Task goal: The answer must be every line from the entries below that contains "points".

━━━

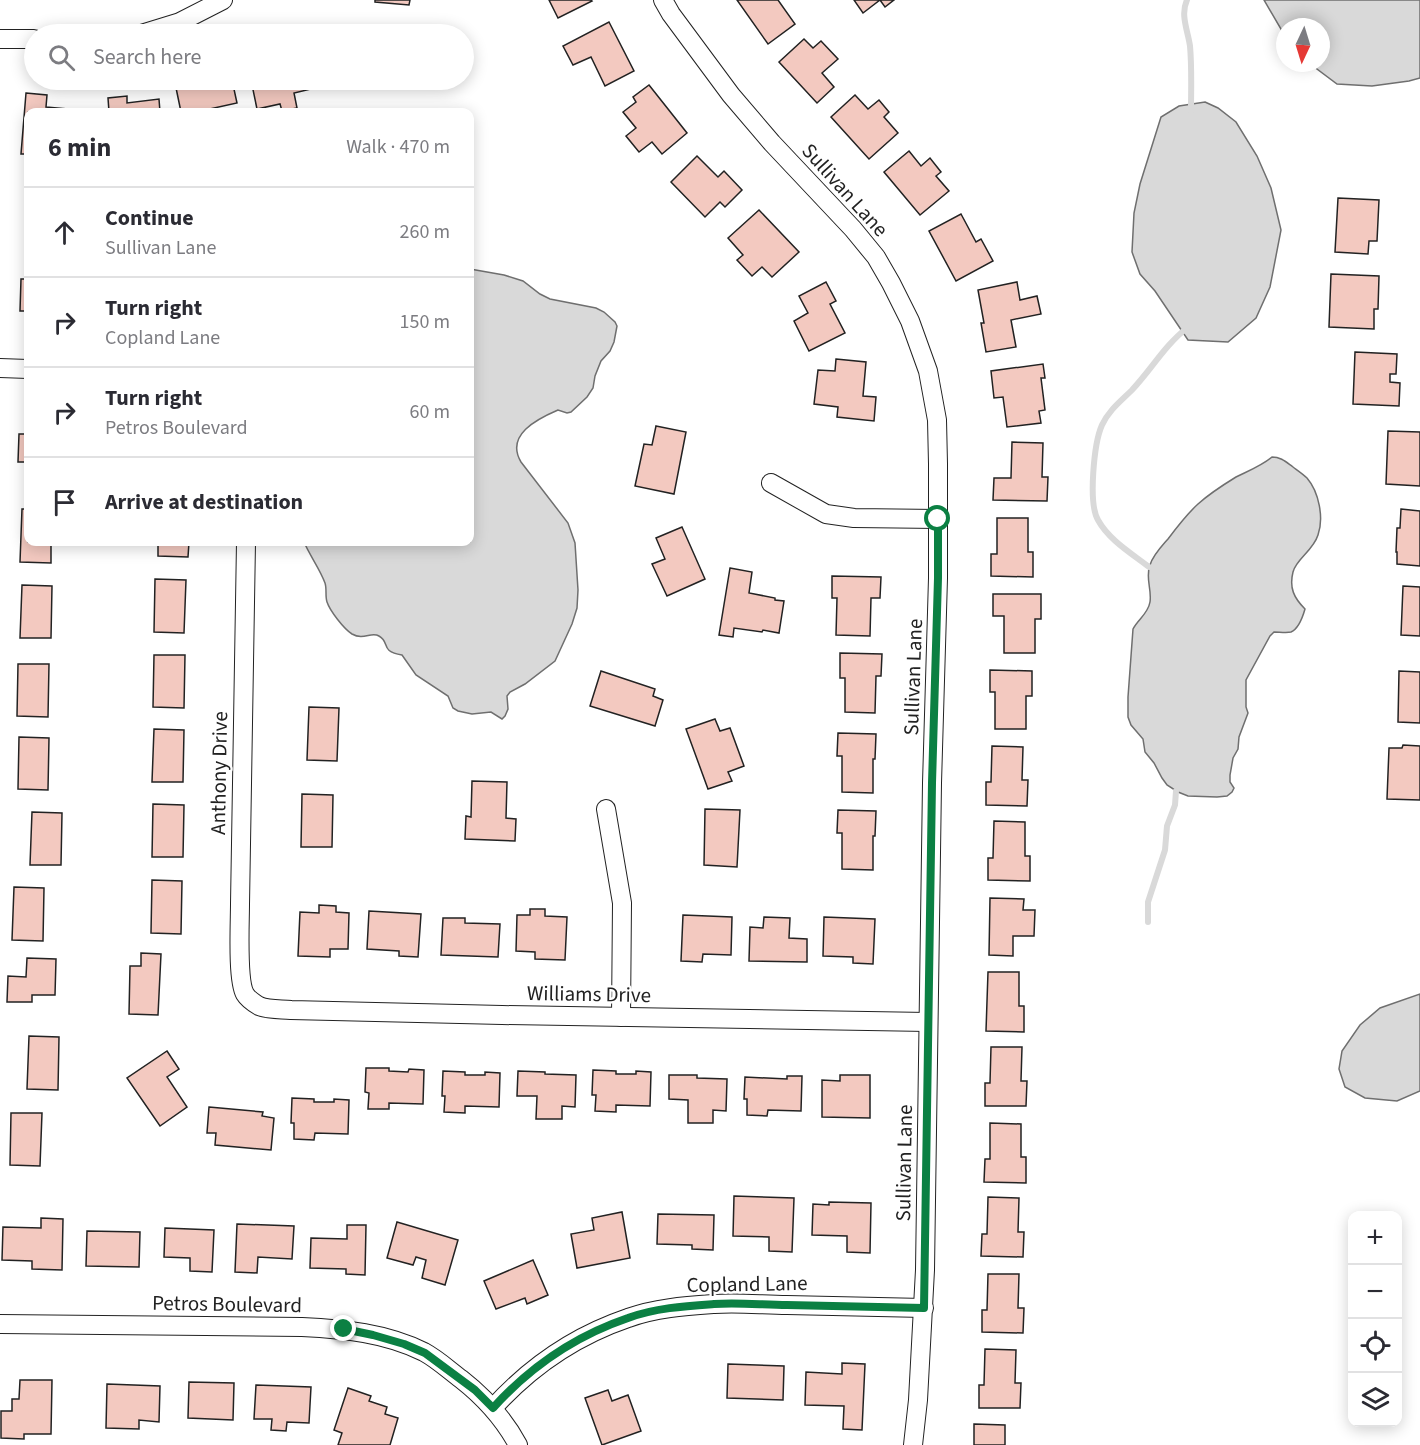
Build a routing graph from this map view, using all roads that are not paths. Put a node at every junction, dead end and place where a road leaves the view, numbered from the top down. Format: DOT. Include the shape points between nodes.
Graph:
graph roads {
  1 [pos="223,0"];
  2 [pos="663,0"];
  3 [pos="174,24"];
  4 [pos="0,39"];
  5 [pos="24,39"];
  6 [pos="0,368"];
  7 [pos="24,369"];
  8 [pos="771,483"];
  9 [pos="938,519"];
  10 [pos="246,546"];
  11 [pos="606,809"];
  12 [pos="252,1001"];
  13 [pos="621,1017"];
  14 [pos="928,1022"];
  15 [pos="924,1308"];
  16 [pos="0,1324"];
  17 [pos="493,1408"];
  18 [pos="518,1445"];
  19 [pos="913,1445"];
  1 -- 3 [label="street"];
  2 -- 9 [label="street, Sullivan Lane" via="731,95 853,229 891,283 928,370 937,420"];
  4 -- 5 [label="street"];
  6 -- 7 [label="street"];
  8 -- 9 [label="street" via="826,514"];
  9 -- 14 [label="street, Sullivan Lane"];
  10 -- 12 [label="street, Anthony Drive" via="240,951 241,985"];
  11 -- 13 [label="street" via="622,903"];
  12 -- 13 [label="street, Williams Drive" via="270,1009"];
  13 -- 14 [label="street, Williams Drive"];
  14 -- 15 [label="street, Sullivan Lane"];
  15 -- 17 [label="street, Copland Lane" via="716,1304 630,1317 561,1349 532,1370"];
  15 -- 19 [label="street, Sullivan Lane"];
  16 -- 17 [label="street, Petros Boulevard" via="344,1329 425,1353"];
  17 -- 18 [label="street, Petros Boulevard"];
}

━━━

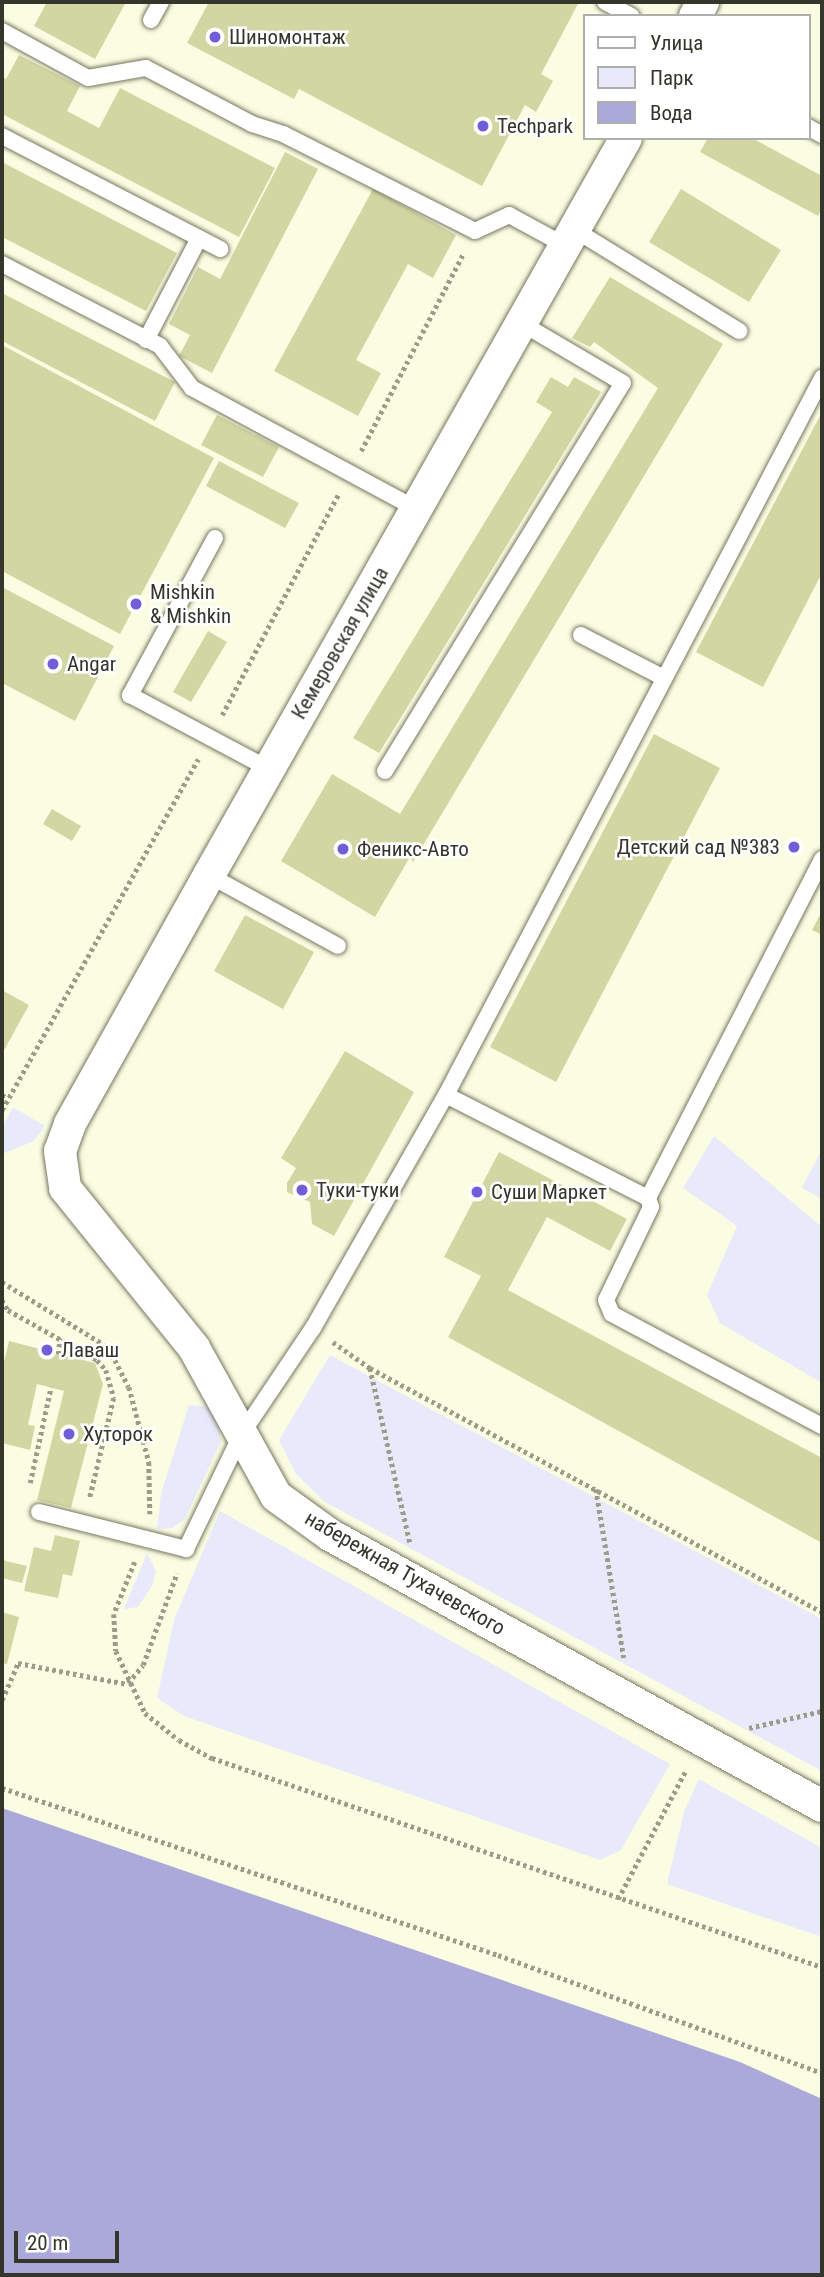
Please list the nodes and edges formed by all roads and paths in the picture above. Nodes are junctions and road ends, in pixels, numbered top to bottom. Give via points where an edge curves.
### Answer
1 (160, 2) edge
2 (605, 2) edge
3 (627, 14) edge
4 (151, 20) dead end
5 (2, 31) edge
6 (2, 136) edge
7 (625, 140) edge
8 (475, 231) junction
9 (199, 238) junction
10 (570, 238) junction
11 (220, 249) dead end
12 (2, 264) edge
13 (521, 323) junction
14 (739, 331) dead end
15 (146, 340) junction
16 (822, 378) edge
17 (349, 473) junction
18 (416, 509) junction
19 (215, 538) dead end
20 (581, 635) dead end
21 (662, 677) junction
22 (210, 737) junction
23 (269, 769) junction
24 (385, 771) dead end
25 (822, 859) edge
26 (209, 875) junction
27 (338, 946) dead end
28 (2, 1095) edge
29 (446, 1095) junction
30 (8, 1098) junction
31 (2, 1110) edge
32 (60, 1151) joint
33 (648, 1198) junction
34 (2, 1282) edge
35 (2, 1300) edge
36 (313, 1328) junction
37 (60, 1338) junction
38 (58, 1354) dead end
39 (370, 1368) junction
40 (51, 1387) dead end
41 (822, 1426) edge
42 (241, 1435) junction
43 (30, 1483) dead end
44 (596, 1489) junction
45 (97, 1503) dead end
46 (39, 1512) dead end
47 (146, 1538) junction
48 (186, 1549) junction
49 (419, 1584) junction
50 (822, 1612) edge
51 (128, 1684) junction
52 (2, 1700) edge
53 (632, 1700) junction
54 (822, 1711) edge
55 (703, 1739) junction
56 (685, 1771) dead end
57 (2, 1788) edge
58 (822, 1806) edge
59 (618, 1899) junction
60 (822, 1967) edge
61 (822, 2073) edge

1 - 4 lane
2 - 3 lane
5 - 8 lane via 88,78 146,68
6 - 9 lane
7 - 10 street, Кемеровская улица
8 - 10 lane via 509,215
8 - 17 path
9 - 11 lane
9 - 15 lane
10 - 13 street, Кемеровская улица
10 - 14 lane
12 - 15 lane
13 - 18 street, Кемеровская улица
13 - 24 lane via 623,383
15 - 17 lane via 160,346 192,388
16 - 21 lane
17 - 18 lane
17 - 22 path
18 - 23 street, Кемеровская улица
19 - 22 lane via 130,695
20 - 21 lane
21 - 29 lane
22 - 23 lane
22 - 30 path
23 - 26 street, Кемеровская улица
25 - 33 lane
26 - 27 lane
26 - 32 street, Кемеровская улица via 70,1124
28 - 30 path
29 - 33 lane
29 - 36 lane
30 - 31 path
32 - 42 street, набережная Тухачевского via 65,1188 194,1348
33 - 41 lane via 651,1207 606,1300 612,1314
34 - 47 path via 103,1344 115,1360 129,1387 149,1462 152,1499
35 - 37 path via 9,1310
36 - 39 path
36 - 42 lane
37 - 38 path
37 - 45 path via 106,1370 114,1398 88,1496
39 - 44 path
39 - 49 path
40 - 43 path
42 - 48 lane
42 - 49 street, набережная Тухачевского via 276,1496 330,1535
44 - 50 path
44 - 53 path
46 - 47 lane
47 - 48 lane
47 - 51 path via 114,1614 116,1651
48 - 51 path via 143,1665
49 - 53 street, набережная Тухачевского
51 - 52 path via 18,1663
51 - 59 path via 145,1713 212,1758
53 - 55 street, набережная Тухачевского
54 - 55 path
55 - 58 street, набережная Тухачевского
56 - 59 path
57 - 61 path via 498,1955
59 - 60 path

━━━

Response box:
Build a routing graph from this map view, using all roads that are not paths. Put a node at every junction, dead end and place where a road leaves the view, numbered from the top down. Format: DOT. Include the shape points between nodes.
Please list the nodes and edges formed by all roads and paths in the picture above. Nodes are junctions and road ends, in pixels, numbered top to bottom. Give via points where an edge curves.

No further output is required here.